Just like last year, I participated in the UBC Engineering Competition again, except this time, I competed with a different team. Although the winning team would have a chance to compete in the next level of competition (I don’t even know where that would be – last year it was in Saskatoon), two of our teammates couldn’t make it even if we won. One of them would be flying to Hong Kong and another was starting a Co-op work term in the Silicon Valley working for NVidia. It didn’t matter though, because we didn’t win first place this year.
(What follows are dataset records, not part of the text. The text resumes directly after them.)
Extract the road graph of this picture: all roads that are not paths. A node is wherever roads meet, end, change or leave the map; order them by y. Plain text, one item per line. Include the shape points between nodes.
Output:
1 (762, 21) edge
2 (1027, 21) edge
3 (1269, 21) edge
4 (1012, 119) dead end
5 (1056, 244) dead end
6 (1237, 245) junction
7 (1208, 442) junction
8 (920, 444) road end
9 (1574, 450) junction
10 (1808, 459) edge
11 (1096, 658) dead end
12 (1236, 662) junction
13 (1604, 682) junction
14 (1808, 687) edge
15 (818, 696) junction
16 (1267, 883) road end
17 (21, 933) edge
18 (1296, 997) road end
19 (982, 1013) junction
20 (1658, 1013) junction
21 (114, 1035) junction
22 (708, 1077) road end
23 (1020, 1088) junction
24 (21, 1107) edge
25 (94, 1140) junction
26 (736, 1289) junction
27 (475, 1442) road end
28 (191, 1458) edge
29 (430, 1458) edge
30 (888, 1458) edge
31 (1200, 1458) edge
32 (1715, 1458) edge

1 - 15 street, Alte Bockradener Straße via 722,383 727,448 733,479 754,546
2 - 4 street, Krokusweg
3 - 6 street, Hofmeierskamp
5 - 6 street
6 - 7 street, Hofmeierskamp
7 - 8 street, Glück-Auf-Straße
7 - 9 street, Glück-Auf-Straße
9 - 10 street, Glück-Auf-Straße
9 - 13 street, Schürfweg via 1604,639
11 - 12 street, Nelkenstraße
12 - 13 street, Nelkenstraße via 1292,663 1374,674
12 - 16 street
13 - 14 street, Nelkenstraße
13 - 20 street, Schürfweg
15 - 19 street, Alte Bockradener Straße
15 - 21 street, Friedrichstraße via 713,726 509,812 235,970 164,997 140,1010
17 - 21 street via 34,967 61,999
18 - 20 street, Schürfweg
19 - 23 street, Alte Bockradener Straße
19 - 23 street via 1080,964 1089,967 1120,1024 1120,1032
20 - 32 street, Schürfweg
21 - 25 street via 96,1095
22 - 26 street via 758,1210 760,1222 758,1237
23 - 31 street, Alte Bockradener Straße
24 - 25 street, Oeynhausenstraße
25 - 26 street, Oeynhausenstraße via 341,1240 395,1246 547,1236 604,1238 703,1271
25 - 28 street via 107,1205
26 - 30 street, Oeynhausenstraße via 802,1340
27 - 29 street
This year’s competition problem involved the following scenario: normally solar panels are able to rotate toward the sun, but sometimes they get stuck, therefore it requires people to go out there and rotate them manually. Also, undersea transmission lines sometimes get severed and also require manual repairs. Our task was to build an autonomous vehicle using a VeX Robotics Kit in about 5 hours to use in a small scale arena emulating similar conditions. A wooden pole represented the solar panel, that we had to rotate and a plastic pipe represented the transmission line. To “repair” the transmission line, we had to build a repair module using newspaper and popsicle sticks that could physically cover up the pipe. Additionally, in order to reach the transmission line, the vehicle would have to cross a rice field (represented by uncooked rice) and cross a river (ensuring that no electronics get damaged, they had to be above the “water line” at all times – represented by the dip in the arena). After designing our vehicle, we would also have to present our design to the judges.
When I heard what the problem was, I thought to myself, “this is an impossible problem given the time we have to build it ands lots of teams aren’t going to be able to perform the task”. I guess it was supposed to be like that. The problem couldn’t be too easy or otherwise everyone would be able to do it. Despite the difficult task, we approached it with a super chill attitude throughout the entire competition.
As a group, we planned out what we wanted to do. We thought that it would be straightforward to go across the river, but it turned out that it wasn’t that straightforward. We had trouble keeping our electronics above the “water”. The line follower kit we used could follow the black line quite accurately, but it had to be about an inch above the ground.
To make matters worse, the wheels kept falling out. Normally, one should just have to insert the shaft into the motor clutch and connect the clutch to the motor, but the connection was quite loose.
One of our teammates spent about 3 and a half hours trying to fix the wheels and he succeeded. It took up a lot of time that we needed for the other design tasks, but we couldn’t leave that along since movement along the ground was a critical function.
In the meantime, we brainstormed how we would rotate the vehicle to face different directions when needed, how we would pick up the repair module, and how we would rotate the solar panel, and how to protect the line followers while crossing the river. We also had to think of what we were going to say for the presentation.
We couldn’t really get the rotation to be accurate without using an encoder (which would increase our product cost), so we tried to see what we could do without being able to rotate the vehicle. We could drive straight toward the solar panel, rotate it, and return to the base. If we focused on just this task, we didn’t have to figure out how to figure out the other tasks. We figured that most teams wouldn’t be able to perform that task anyway. With that in mind we modified our design drastically and came up with something that kind of worked.
The end reached high enough such that we could just bump into the top of the solar panel and rotate it and then go back to the base. We didn’t need to worry about the other task of repairing the underwater transmission line. There wasn’t enough time for that.
When it came to the presentation, we talked about our design and answered the questions quite well, but one of the competitors asked us a question that a lot of people seemed to feel was a very jerk question to ask. He asked “how would the client feel that we delivered a product that could not meet all the stated requirements?” I guess he was bitter that my team beat his team last year and felt threatened by me this time around. We answered the question by saying that it’s better to do one task well, than to fail at both.
In the competition, a lot of teams did in fact fail the tasks and did absolutely nothing. When it came time for our device to compete, we did what we could. It did reach the solar panel and rotate it a bit, but not enough to rotate it all the way. It couldn’t even complete one task, although we had tested it before and saw that it did work.
The winning team (the same team as the guy who asked us that terrible question), used a design that would travel align the walls, past the river and to the broken line. It picked up the repair module (shaped like a table) using a flat pad to slide underneath to pick it up. It managed to do a 90 degree turn by following the wall (push sensors would tell the vehicle that it had in fact touched a wall). It was clear that their design won out over everyone else’s, and they totally deserved the win.